Bank economist forecasts steady 2002 Alaska economy

The U.S. economy should rebound from recession next year while the Alaska market could hold steady, according to one U.S. economist.

Sung Won Sohn, chief economist for Wells Fargo Bank, believes that Alaska should post job growth of 1.7 percent this year and 1 percent for 2002. Sohn spoke Nov. 30 at the Sheraton Anchorage Hotel during the Resource Development Council for Alaska Inc.’s annual conference.

"My conclusion about the Alaska economy is that the U.S. economy may be in recession, but the Alaska economy is not," Sohn said.

Sohn, who studied at the University of Pittsburgh and at Harvard Business School, once served as chief economist on President Nixon’s Council of Economic Advisers. He joined Wells Fargo in 1974. Sohn is now based in Minneapolis.

He cited strengths of the Alaska economy including a relatively low unemployment rate. Major projects like a proposed national missile defense system and drilling on part of the Arctic National Wildlife Refuge could help the state, he said.

Alaska may see challenges, though, in the coming year, he noted. A tight labor market restricts job increases, he said. Declining oil prices also will have an affect, Sohn said.

Tourism in Alaska may see a slowdown next summer because many people are hesitant to fly following the terrorist attacks.

"Next spring things might be different, and they might come to Alaska anyway. Right now people are afraid to fly," he said.

Alaska’s total exports could see changes due to a struggling economy in Japan, which accounts for 52 percent of the state’s exports, Sohn said.

Decisions around the world affect the Alaska economy, he said. A resource-based economy is influenced by price swings for oil or seafood, he said.

Nationally, Sohn expects the economy to turn around, perhaps beginning in the first quarter of 2002 and at least by midyear.

"I don’t believe the economy is in such bad shape," he said.
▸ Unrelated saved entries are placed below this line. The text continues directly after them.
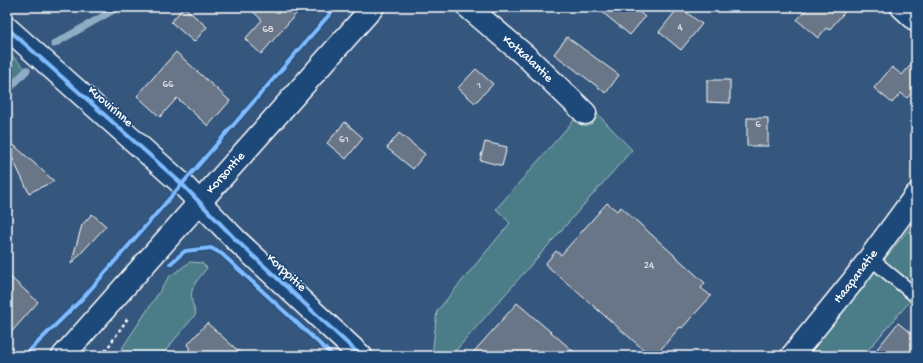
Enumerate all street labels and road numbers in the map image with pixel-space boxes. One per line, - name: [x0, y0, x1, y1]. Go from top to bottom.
- street label: Kotkalantie: [499, 32, 556, 86]
- street label: Kuovirinne: [84, 83, 136, 131]
- street label: Korsontie: [203, 149, 248, 197]
- street label: Haapanatie: [830, 246, 881, 306]
- street label: Korppitie: [263, 251, 309, 295]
One reason Sohn believes in economic rebound is due to a low U.S. jobless rate of 5.4 percent, compared with 11 percent in 1982 or 8 percent during the last recession in 1990.

Also, economic stimulus by the government will help, he said.

Interest rate cuts from the Federal Reserve Board also aid Americans, and Sohn expects future cuts, although interest rates could climb by the second half of 2002.

Declining oil prices affect Alaska’s economy but are a boon to the rest of the country, he said.

"The bottom line is as you look at the U.S. economic growth you should see growth for the first quarter of next year," Sohn said, contrasting that expectation with the current recession.